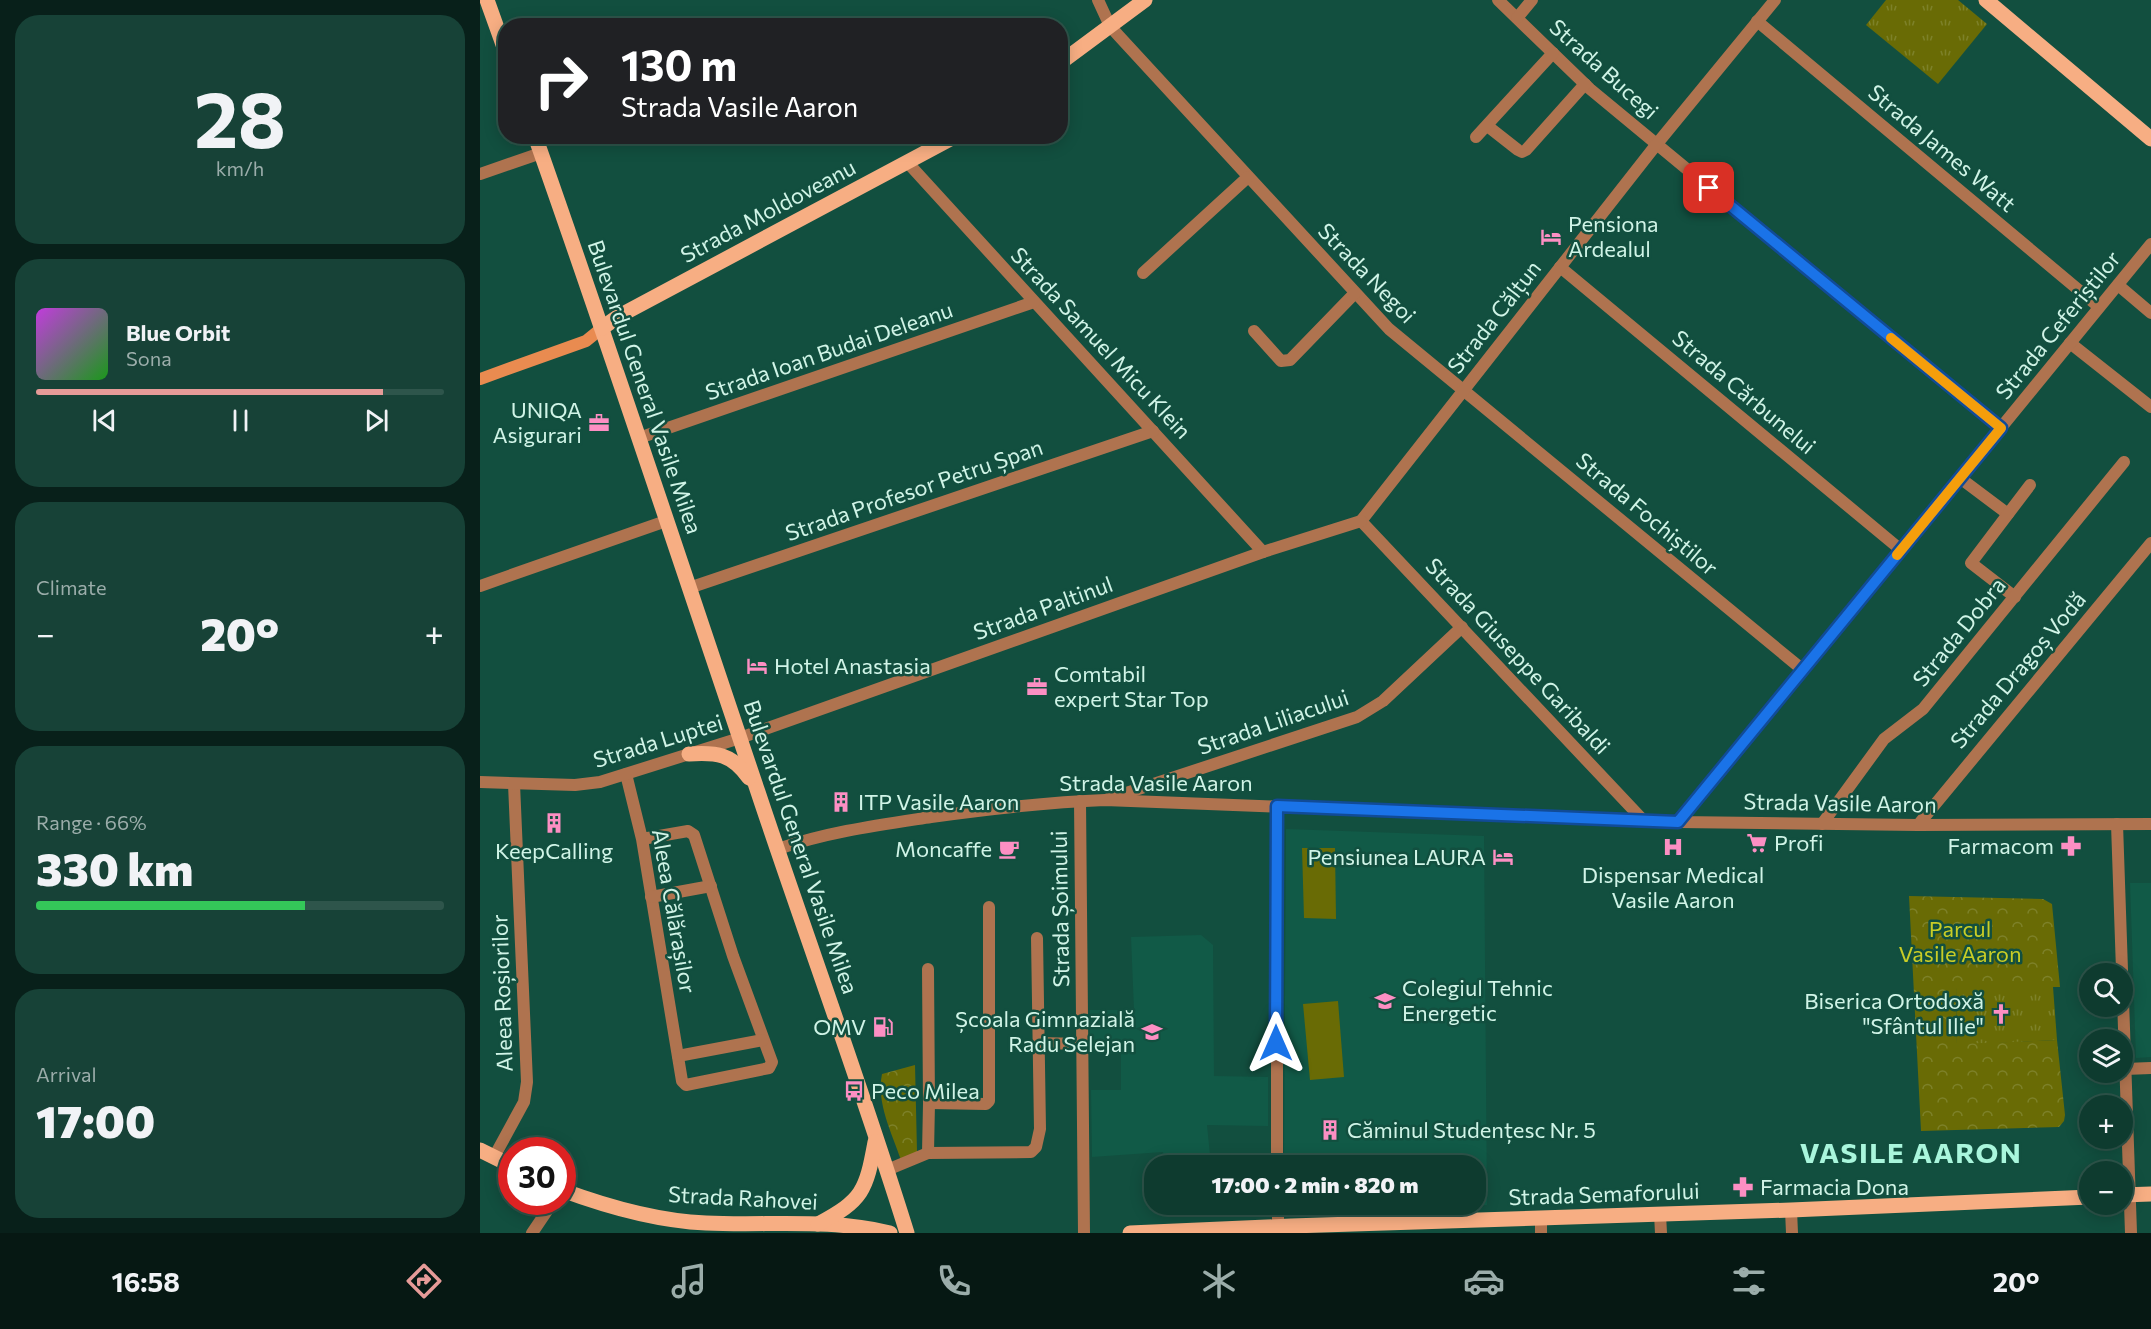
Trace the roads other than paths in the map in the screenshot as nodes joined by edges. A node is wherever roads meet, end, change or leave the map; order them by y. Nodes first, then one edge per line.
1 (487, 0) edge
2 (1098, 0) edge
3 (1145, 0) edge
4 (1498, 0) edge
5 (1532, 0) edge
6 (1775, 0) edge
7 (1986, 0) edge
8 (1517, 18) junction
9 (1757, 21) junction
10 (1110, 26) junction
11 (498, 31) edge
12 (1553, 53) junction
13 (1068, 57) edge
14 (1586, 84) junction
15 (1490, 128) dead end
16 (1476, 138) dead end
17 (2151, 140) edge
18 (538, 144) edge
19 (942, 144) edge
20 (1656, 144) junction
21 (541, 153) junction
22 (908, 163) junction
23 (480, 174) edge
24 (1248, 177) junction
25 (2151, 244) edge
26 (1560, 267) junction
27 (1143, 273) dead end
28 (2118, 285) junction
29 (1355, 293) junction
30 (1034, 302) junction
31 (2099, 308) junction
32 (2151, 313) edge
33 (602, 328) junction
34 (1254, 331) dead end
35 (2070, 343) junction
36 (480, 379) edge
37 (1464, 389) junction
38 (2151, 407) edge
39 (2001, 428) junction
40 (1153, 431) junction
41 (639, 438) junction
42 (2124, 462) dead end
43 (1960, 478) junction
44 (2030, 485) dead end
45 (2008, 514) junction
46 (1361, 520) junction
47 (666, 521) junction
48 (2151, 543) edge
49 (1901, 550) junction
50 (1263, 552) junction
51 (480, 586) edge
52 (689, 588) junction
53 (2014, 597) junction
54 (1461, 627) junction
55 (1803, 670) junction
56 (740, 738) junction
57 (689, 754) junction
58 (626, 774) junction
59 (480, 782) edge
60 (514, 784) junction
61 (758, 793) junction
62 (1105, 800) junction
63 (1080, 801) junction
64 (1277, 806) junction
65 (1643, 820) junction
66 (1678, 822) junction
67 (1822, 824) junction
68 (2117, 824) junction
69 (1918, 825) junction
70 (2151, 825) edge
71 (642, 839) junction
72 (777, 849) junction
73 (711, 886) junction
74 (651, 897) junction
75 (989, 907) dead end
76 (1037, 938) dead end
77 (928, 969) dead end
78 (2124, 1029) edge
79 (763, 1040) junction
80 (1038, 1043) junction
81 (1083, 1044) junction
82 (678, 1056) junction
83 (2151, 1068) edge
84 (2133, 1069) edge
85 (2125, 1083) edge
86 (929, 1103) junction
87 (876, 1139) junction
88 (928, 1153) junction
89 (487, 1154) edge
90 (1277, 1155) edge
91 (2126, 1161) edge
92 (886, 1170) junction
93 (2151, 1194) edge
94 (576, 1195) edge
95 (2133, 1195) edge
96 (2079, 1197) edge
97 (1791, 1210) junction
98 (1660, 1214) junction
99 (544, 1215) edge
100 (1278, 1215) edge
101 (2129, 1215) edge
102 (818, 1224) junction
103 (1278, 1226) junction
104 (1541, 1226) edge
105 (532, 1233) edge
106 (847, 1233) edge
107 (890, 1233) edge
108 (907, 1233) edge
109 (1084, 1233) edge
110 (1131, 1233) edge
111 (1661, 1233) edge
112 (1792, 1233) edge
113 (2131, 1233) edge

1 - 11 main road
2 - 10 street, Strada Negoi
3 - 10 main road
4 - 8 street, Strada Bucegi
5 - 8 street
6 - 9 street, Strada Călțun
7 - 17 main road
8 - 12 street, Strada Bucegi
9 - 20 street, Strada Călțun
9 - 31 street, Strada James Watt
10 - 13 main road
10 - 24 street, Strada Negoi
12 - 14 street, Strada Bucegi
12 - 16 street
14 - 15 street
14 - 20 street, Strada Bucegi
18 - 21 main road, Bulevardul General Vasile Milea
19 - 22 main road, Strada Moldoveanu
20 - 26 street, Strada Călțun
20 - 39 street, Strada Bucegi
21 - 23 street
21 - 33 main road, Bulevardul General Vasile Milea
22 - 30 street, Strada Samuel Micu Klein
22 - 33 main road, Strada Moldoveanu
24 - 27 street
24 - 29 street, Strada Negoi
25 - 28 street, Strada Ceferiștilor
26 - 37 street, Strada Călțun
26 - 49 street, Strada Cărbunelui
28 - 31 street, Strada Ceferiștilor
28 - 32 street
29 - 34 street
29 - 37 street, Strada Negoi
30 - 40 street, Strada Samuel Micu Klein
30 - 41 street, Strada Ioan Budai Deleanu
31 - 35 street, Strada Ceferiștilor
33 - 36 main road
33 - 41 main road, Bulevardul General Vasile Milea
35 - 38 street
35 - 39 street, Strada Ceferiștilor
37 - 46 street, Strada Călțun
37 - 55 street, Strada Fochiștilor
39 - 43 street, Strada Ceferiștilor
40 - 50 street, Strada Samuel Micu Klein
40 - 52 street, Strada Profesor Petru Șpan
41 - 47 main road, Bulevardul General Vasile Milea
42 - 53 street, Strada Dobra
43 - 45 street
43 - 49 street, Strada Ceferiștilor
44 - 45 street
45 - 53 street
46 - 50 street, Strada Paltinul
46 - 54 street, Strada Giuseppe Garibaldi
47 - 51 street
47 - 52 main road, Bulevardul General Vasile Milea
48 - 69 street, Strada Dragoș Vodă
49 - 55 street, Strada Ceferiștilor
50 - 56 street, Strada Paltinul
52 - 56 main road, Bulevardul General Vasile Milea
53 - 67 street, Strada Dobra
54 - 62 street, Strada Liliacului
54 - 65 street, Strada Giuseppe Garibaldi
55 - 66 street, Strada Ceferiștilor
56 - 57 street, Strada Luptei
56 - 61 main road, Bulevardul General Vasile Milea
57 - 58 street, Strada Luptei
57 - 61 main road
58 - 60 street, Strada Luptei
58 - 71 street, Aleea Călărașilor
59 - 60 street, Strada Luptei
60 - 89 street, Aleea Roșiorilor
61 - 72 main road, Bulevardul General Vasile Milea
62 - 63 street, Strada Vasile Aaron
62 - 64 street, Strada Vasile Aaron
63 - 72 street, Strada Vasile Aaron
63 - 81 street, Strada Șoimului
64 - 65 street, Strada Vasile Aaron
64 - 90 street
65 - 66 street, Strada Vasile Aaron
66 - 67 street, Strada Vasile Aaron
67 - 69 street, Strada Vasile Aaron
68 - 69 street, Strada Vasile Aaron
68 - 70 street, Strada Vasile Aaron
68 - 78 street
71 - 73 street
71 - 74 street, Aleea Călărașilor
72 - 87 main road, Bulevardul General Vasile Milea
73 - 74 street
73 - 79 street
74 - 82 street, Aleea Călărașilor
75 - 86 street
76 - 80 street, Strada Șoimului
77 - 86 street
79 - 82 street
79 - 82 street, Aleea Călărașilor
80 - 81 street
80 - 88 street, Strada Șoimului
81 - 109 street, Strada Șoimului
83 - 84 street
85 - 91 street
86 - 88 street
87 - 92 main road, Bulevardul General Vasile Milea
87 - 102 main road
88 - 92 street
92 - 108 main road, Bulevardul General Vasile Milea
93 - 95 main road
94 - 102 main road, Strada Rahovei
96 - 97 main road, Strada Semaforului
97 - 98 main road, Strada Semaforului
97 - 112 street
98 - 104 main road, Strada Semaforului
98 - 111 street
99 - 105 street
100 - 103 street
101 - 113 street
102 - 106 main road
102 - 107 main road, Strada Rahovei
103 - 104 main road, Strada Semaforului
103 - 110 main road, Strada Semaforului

━━━━━━━━

• [WORK INSTRUCTION] A verbatim printout of the entries above is expected, free of pictures.

• [RESULT OF THIS EXERCISE]
Trace the roads other than paths in the map in the screenshot as nodes joined by edges. A node is wherever roads meet, end, change or leave the map; order them by y. Nodes first, then one edge per line.
1 (487, 0) edge
2 (1098, 0) edge
3 (1145, 0) edge
4 (1498, 0) edge
5 (1532, 0) edge
6 (1775, 0) edge
7 (1986, 0) edge
8 (1517, 18) junction
9 (1757, 21) junction
10 (1110, 26) junction
11 (498, 31) edge
12 (1553, 53) junction
13 (1068, 57) edge
14 (1586, 84) junction
15 (1490, 128) dead end
16 (1476, 138) dead end
17 (2151, 140) edge
18 (538, 144) edge
19 (942, 144) edge
20 (1656, 144) junction
21 (541, 153) junction
22 (908, 163) junction
23 (480, 174) edge
24 (1248, 177) junction
25 (2151, 244) edge
26 (1560, 267) junction
27 (1143, 273) dead end
28 (2118, 285) junction
29 (1355, 293) junction
30 (1034, 302) junction
31 (2099, 308) junction
32 (2151, 313) edge
33 (602, 328) junction
34 (1254, 331) dead end
35 (2070, 343) junction
36 (480, 379) edge
37 (1464, 389) junction
38 (2151, 407) edge
39 (2001, 428) junction
40 (1153, 431) junction
41 (639, 438) junction
42 (2124, 462) dead end
43 (1960, 478) junction
44 (2030, 485) dead end
45 (2008, 514) junction
46 (1361, 520) junction
47 (666, 521) junction
48 (2151, 543) edge
49 (1901, 550) junction
50 (1263, 552) junction
51 (480, 586) edge
52 (689, 588) junction
53 (2014, 597) junction
54 (1461, 627) junction
55 (1803, 670) junction
56 (740, 738) junction
57 (689, 754) junction
58 (626, 774) junction
59 (480, 782) edge
60 (514, 784) junction
61 (758, 793) junction
62 (1105, 800) junction
63 (1080, 801) junction
64 (1277, 806) junction
65 (1643, 820) junction
66 (1678, 822) junction
67 (1822, 824) junction
68 (2117, 824) junction
69 (1918, 825) junction
70 (2151, 825) edge
71 (642, 839) junction
72 (777, 849) junction
73 (711, 886) junction
74 (651, 897) junction
75 (989, 907) dead end
76 (1037, 938) dead end
77 (928, 969) dead end
78 (2124, 1029) edge
79 (763, 1040) junction
80 (1038, 1043) junction
81 (1083, 1044) junction
82 (678, 1056) junction
83 (2151, 1068) edge
84 (2133, 1069) edge
85 (2125, 1083) edge
86 (929, 1103) junction
87 (876, 1139) junction
88 (928, 1153) junction
89 (487, 1154) edge
90 (1277, 1155) edge
91 (2126, 1161) edge
92 (886, 1170) junction
93 (2151, 1194) edge
94 (576, 1195) edge
95 (2133, 1195) edge
96 (2079, 1197) edge
97 (1791, 1210) junction
98 (1660, 1214) junction
99 (544, 1215) edge
100 (1278, 1215) edge
101 (2129, 1215) edge
102 (818, 1224) junction
103 (1278, 1226) junction
104 (1541, 1226) edge
105 (532, 1233) edge
106 (847, 1233) edge
107 (890, 1233) edge
108 (907, 1233) edge
109 (1084, 1233) edge
110 (1131, 1233) edge
111 (1661, 1233) edge
112 (1792, 1233) edge
113 (2131, 1233) edge

1 - 11 main road
2 - 10 street, Strada Negoi
3 - 10 main road
4 - 8 street, Strada Bucegi
5 - 8 street
6 - 9 street, Strada Călțun
7 - 17 main road
8 - 12 street, Strada Bucegi
9 - 20 street, Strada Călțun
9 - 31 street, Strada James Watt
10 - 13 main road
10 - 24 street, Strada Negoi
12 - 14 street, Strada Bucegi
12 - 16 street
14 - 15 street
14 - 20 street, Strada Bucegi
18 - 21 main road, Bulevardul General Vasile Milea
19 - 22 main road, Strada Moldoveanu
20 - 26 street, Strada Călțun
20 - 39 street, Strada Bucegi
21 - 23 street
21 - 33 main road, Bulevardul General Vasile Milea
22 - 30 street, Strada Samuel Micu Klein
22 - 33 main road, Strada Moldoveanu
24 - 27 street
24 - 29 street, Strada Negoi
25 - 28 street, Strada Ceferiștilor
26 - 37 street, Strada Călțun
26 - 49 street, Strada Cărbunelui
28 - 31 street, Strada Ceferiștilor
28 - 32 street
29 - 34 street
29 - 37 street, Strada Negoi
30 - 40 street, Strada Samuel Micu Klein
30 - 41 street, Strada Ioan Budai Deleanu
31 - 35 street, Strada Ceferiștilor
33 - 36 main road
33 - 41 main road, Bulevardul General Vasile Milea
35 - 38 street
35 - 39 street, Strada Ceferiștilor
37 - 46 street, Strada Călțun
37 - 55 street, Strada Fochiștilor
39 - 43 street, Strada Ceferiștilor
40 - 50 street, Strada Samuel Micu Klein
40 - 52 street, Strada Profesor Petru Șpan
41 - 47 main road, Bulevardul General Vasile Milea
42 - 53 street, Strada Dobra
43 - 45 street
43 - 49 street, Strada Ceferiștilor
44 - 45 street
45 - 53 street
46 - 50 street, Strada Paltinul
46 - 54 street, Strada Giuseppe Garibaldi
47 - 51 street
47 - 52 main road, Bulevardul General Vasile Milea
48 - 69 street, Strada Dragoș Vodă
49 - 55 street, Strada Ceferiștilor
50 - 56 street, Strada Paltinul
52 - 56 main road, Bulevardul General Vasile Milea
53 - 67 street, Strada Dobra
54 - 62 street, Strada Liliacului
54 - 65 street, Strada Giuseppe Garibaldi
55 - 66 street, Strada Ceferiștilor
56 - 57 street, Strada Luptei
56 - 61 main road, Bulevardul General Vasile Milea
57 - 58 street, Strada Luptei
57 - 61 main road
58 - 60 street, Strada Luptei
58 - 71 street, Aleea Călărașilor
59 - 60 street, Strada Luptei
60 - 89 street, Aleea Roșiorilor
61 - 72 main road, Bulevardul General Vasile Milea
62 - 63 street, Strada Vasile Aaron
62 - 64 street, Strada Vasile Aaron
63 - 72 street, Strada Vasile Aaron
63 - 81 street, Strada Șoimului
64 - 65 street, Strada Vasile Aaron
64 - 90 street
65 - 66 street, Strada Vasile Aaron
66 - 67 street, Strada Vasile Aaron
67 - 69 street, Strada Vasile Aaron
68 - 69 street, Strada Vasile Aaron
68 - 70 street, Strada Vasile Aaron
68 - 78 street
71 - 73 street
71 - 74 street, Aleea Călărașilor
72 - 87 main road, Bulevardul General Vasile Milea
73 - 74 street
73 - 79 street
74 - 82 street, Aleea Călărașilor
75 - 86 street
76 - 80 street, Strada Șoimului
77 - 86 street
79 - 82 street
79 - 82 street, Aleea Călărașilor
80 - 81 street
80 - 88 street, Strada Șoimului
81 - 109 street, Strada Șoimului
83 - 84 street
85 - 91 street
86 - 88 street
87 - 92 main road, Bulevardul General Vasile Milea
87 - 102 main road
88 - 92 street
92 - 108 main road, Bulevardul General Vasile Milea
93 - 95 main road
94 - 102 main road, Strada Rahovei
96 - 97 main road, Strada Semaforului
97 - 98 main road, Strada Semaforului
97 - 112 street
98 - 104 main road, Strada Semaforului
98 - 111 street
99 - 105 street
100 - 103 street
101 - 113 street
102 - 106 main road
102 - 107 main road, Strada Rahovei
103 - 104 main road, Strada Semaforului
103 - 110 main road, Strada Semaforului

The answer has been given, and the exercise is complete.